■ Work to complete ■
Output the data below line for line, exactly, up to and including the line where "Input: one rendered" appears.

■ Material for this exercise ■
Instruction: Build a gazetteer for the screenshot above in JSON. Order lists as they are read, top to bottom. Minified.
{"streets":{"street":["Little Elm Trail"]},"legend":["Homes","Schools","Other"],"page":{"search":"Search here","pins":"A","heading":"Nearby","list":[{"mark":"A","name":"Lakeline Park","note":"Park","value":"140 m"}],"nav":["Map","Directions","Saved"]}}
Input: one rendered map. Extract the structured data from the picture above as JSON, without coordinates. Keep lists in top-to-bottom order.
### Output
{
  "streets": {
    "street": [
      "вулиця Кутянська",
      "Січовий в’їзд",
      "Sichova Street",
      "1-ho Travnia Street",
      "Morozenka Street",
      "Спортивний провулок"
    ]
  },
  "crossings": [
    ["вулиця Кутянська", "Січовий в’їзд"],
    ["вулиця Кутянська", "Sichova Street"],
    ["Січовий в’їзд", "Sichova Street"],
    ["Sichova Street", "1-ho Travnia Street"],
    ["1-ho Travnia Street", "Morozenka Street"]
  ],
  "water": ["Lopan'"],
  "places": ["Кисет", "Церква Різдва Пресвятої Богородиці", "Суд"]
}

■ Answer below ■
Instruction: Build a gazetteer for the screenshot above in JSON. Order lists as they are read, top to bottom. Minified.
{"streets":{"street":["Little Elm Trail"]},"legend":["Homes","Schools","Other"],"page":{"search":"Search here","pins":"A","heading":"Nearby","list":[{"mark":"A","name":"Lakeline Park","note":"Park","value":"140 m"}],"nav":["Map","Directions","Saved"]}}
Input: one rendered map. Extract the structured data from the picture above as JSON, without coordinates. Keep lists in top-to-bottom order.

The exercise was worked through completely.